Show each line of the listing in which the word "nodes" occurs.

Start of Records shown

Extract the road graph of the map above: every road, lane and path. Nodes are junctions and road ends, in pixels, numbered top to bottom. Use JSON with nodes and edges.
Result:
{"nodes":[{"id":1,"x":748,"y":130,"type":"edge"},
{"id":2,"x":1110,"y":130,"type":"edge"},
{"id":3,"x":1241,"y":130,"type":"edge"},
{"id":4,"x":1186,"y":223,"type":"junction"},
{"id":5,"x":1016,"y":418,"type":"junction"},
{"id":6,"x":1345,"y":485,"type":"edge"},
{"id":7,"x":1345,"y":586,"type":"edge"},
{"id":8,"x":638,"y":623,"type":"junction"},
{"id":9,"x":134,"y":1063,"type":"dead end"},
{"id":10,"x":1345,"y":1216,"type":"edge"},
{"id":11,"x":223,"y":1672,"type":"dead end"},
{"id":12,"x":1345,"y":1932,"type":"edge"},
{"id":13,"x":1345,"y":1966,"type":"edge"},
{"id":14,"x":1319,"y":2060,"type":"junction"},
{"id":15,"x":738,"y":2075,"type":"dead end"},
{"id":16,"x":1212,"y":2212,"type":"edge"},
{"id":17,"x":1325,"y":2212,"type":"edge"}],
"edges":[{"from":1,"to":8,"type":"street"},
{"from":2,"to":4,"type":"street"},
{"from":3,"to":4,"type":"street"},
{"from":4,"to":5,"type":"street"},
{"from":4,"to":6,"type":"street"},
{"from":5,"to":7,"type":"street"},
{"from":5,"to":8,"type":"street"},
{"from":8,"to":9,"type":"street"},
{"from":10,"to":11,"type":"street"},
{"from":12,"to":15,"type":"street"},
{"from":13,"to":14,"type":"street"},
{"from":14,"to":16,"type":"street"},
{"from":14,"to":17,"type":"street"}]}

End of Records shown

**Worked solution**.
Extract the road graph of the map above: every road, lane and path. Nodes are junctions and road ends, in pixels, numbered top to bottom. Use JSON with nodes and edges.
{"nodes":[{"id":1,"x":748,"y":130,"type":"edge"},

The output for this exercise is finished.